As with any individual patient data, survival analysis of rare disease based on case reports, this study is not without limitations. Historical trends in treatment are dependent on methods used in previous studies, and selection bias is inevitable as only a limited subset of cases may have been reported as a result of rare presentation or outcomes. Additionally, given the retrospective nature of this study, we were unable to control for functional status, comorbidities, or differences within management strategies. Length of follow-up varied considerably between studies as well, with the average duration of follow up exceeding average time to recurrence by 1.5 months (21 to 19.5 months). Consequently, studies with shorter length of follow-up may not have captured later recurrence.
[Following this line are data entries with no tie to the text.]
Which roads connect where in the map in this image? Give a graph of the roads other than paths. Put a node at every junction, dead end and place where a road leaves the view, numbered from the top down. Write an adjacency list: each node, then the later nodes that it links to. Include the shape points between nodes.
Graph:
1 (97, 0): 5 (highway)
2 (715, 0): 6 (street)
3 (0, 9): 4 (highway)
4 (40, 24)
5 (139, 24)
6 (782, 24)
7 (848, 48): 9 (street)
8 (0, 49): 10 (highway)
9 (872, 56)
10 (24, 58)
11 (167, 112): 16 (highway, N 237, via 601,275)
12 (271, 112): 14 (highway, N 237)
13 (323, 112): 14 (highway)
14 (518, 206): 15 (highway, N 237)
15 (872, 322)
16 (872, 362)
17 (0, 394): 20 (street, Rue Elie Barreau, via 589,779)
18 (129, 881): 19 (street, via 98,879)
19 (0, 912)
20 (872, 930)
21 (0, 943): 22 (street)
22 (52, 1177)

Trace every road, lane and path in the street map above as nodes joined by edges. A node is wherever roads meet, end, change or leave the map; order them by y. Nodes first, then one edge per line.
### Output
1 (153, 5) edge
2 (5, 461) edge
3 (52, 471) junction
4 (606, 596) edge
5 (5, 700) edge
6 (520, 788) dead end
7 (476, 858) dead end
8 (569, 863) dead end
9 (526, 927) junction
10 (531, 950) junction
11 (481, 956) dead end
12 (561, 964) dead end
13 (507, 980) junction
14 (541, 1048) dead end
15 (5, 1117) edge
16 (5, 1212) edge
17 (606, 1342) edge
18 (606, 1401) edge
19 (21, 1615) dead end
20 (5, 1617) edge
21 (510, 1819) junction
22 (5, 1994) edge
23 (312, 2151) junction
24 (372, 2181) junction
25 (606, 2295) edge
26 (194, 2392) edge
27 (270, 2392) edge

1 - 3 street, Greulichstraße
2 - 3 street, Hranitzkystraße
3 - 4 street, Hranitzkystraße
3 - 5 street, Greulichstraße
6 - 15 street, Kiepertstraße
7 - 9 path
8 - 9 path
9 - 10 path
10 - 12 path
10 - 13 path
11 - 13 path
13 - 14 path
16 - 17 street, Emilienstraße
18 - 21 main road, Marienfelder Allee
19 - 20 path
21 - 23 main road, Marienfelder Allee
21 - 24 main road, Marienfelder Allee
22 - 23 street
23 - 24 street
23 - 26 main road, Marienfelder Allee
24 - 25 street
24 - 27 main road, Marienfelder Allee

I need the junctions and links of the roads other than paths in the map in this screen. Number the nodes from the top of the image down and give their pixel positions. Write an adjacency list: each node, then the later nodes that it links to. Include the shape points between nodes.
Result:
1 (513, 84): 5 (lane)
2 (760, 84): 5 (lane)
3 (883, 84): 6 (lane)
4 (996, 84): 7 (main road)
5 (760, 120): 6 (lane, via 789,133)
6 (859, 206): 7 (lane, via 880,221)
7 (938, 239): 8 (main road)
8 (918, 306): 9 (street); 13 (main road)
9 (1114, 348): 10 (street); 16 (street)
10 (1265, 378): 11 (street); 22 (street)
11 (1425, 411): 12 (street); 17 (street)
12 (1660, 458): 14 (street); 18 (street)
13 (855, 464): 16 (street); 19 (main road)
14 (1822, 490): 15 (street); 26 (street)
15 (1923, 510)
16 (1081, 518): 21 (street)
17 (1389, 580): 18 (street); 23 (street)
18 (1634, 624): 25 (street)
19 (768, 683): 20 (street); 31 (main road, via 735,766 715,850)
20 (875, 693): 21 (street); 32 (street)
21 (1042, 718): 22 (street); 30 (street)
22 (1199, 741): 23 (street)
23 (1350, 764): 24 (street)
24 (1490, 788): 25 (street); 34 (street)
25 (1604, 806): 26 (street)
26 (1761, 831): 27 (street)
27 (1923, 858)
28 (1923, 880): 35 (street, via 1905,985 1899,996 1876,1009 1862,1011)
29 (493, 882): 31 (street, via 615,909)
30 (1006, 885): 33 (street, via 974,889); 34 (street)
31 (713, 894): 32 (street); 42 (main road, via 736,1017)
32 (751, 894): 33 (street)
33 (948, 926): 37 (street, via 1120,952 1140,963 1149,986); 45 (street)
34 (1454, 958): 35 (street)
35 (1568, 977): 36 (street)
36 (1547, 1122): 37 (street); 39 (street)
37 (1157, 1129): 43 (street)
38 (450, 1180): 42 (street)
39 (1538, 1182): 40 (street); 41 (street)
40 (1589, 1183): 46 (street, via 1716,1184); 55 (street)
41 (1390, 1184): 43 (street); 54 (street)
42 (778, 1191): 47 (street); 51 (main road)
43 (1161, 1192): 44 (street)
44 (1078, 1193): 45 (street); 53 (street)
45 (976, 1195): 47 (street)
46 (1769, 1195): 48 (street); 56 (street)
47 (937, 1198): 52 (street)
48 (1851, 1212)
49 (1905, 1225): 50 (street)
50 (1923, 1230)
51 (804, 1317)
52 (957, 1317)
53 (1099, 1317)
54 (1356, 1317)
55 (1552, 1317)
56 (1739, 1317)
While a formal analysis of heterogeneity was unable to be performed, the variety of cases across time, age, and location suggests the cases were fairly heterogeneous. Furthermore, cases where surgery was performed without adjuvant therapy may reflect patient inability to tolerate further treatment, which may have contributed to the poor results in this cohort. The relatively few numbers of surgery only patients further limits direct comparison against other treatment modalities and generalization of this data should be undertaken with caution. Nevertheless, this study represents the largest and most complete systematic review of the literature regarding SNTCS to date, and further demonstrates the need for comprehensive multi-institutional databases to study outcomes of rare skull base pathologies.
Conclusion
Sinonasal teratocarcinosarcoma (SNTCS) is a rare and frequently misdiagnosed sinonasal neoplasm. Two-year survival rates for this aggressive skull base tumor appear to be 55% with a recurrence rate of 38%. Bimodality with surgery and adjuvant radiotherapy is the most common treatment modality utilized, followed by trimodality. While trimodality may be more effective than bimodality, both forms of adjuvant therapy appear more effective than surgery alone in managing SNTCS.
Footnotes
Declaration of Conflicting Interests: The author(s) declared no potential conflicts of interest with respect to the research, authorship, and/or publication of this article.
Funding: The author(s) received no financial support for the research, authorship, and/or publication of this article.